But there was a question more vital than that of expense. How was the
new furniture to be chosen? The first idea was that Florence should be
invited to spend a week at her future home, and go up and down to London
with either Mrs. Annesley or her brother, and select the furniture
herself. But there were reasons against this. Mr. Prosper would like to
surprise her by the munificence of what he did. And the suggestion of
one day was sure to wane before the stronger lights of the next. Mr.
Prosper, though he intended to be munificent, was still a little afraid
that it should be thrown away as a thing of course, or that it should
appear to have been Harry's work. That would be manifestly unjust. "I
think I had better do it myself," he said to his sister.

"Perhaps I could help you, Peter." He shuddered; but it was at the
memory of the sound of the word "Peter," as it had been blurted out for
his express annoyance by Miss Thoroughbung. "I wouldn't mind going up to
London with you." He shook his head, demanding still more time for
deliberation. Were he to accept his sister's offer he would be bound by
his acceptance. "It's the last drawing-room carpet I shall ever buy," he
said to himself, with true melancholy, as he walked back home across the
park.

Then there had been the other grand question of the journey, or not,
down to Cheltenham. In a good-natured way Harry had told him that the
wedding would be no wedding without his presence. That had moved him
considerably. It was very desirable that the wedding should be more than
a merely legal wedding. The world ought to be made aware that the heir
to Buston had been married in the presence of the Squire of Buston. But
the journey was a tremendous difficulty. If he could have gone from
Buston direct to Cheltenham it would have been comparatively easy. But
he must pass through London, and to do this must travel the whole way
between the Northern and Western railway-stations. And the trains would
not fit. He studied his Bradshaw for an entire morning and found that
they would not fit. "Where am I to spend the hour and a quarter?" he
asked his sister, mournfully. "And there would be four journeys, going
and coming,--four separate journeys!" And these would be irrespective of
numerous carriages and cabs. It was absolutely impossible that he should
be present in the flesh on that happy day at Cheltenham. He was left at
home for three months,--July, August, and September,--in which to buy the
furniture; which, however, was at last procured by Mr. Annesley.
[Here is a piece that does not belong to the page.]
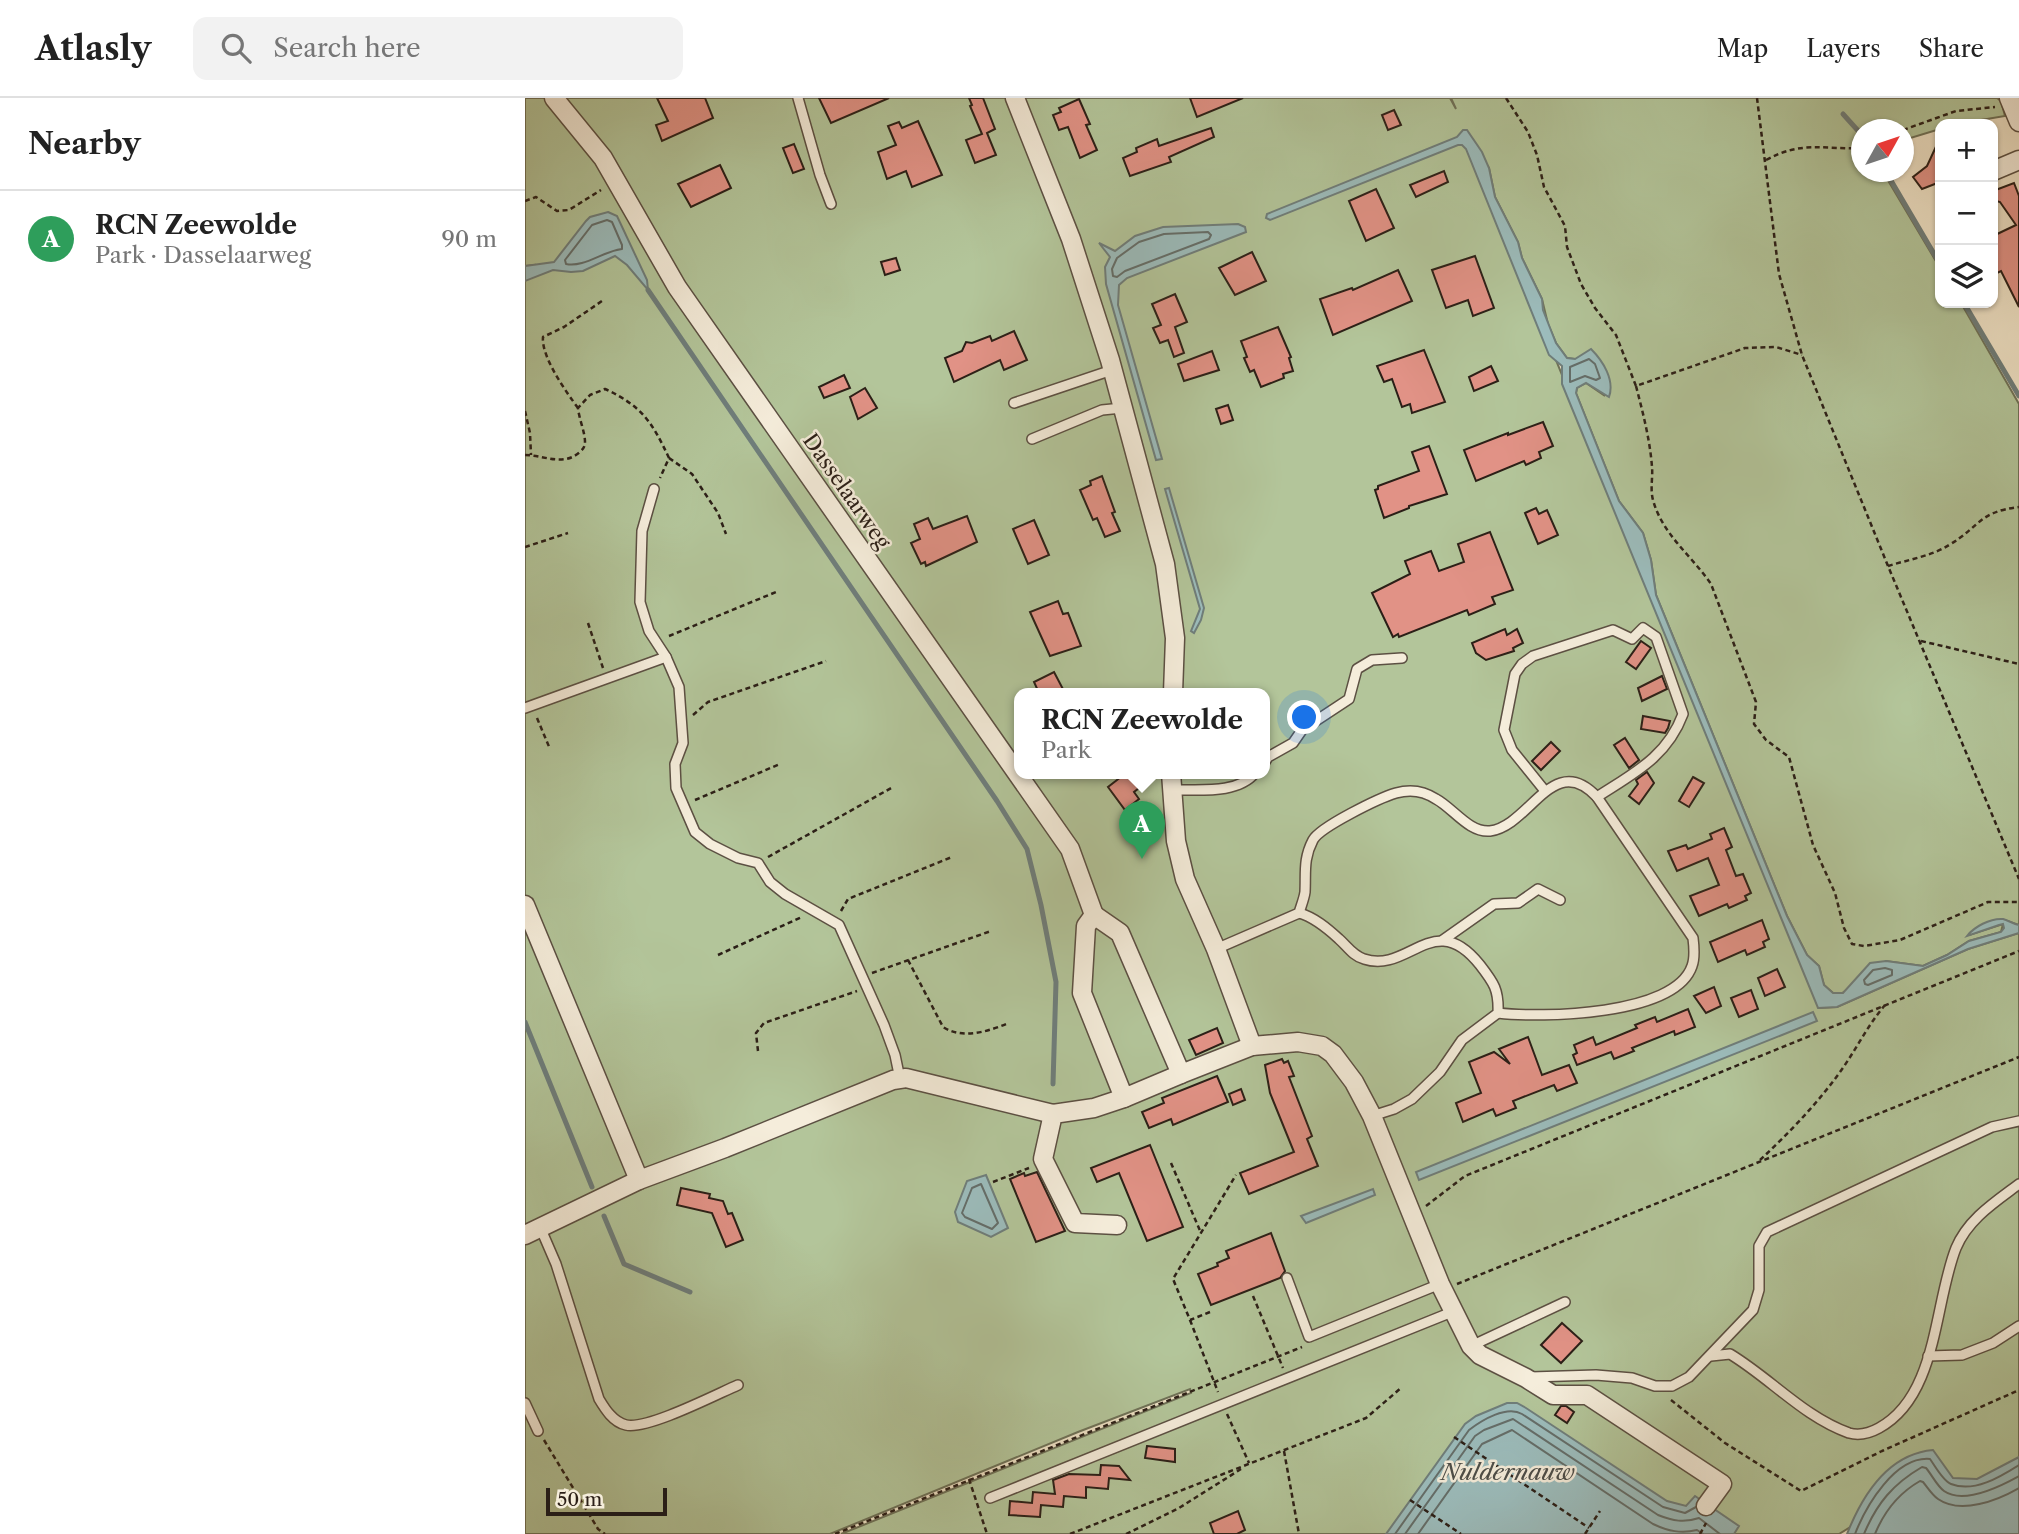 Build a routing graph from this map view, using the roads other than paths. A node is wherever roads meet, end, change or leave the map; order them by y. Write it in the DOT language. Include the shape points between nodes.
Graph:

The marriage, as far as the wedding was concerned, was not nearly as
good fun as that of Joe and Molly. There was no Mr. Crabtree there, and
no Miss Thoroughbung. And Mrs. Mountjoy, though she meant to do it all
as well as it could be done, was still joyous only with bated joy. Some
tinge of melancholy still clung to her. She had for so many years
thought of her nephew as the husband destined for her girl, that she
could not be as yet demonstrative in her appreciation of Harry Annesley.
"I have no doubt we shall come to be true friends, Mr. Annesley," she
had said to him.

"Don't call me Mr. Annesley."

"No, I won't, when you come back again and I am used to you. But at
present there--there is a something--"

"A regret, perhaps?"

"Well, not quite a regret. I am an old-fashioned person, and I can't
change my manners all at once. You know what it was that I used to
hope."

"Oh yes. But Florence was very stupid, and would have a different
opinion."

"Of course I am happy now. Her happiness is all the world to me. And
things have undergone a change."

"That's true. Mr. Prosper has made over the marrying business to me, and
I mean to go through it like a man. Only you must call me Harry." This
she promised to do, and did, in the seclusion of her room, give him a
kiss. But still her joy was not loud, and the hilarity of her guests was
moderated. Mr. Armstrong did his best, and the bride's maid's dresses
were pretty,--which is all that is required of a bride's maid. Then at
last the father's carriage came, and they were carried away to
Gloucester, where they were committed to the untender, commonplace, but
much more comfortable mercies of the railway-carriage. There we will
part with them, and encounter them again but for a few moments as, after
a long day's ramble, they made their way back to a solitary but
comfortable hotel among the Bernese Alps. Florence was on a pony, which
Harry had insisted on hiring for her, though Florence had declared
herself able to walk the whole way. It had been very hot, and she was
probably glad of the pony. They both had alpenstocks in their hands, and
on the pommel of her saddle hung the light jacket with which he had
started, and which had not been so light but that he had been glad to
ease himself of the weight. The guide was lagging behind, and they two
were close together. "Well, old girl!" he said, "and now what do you
think of it all?"

"I'm not so very much older than I was when you took me, pet."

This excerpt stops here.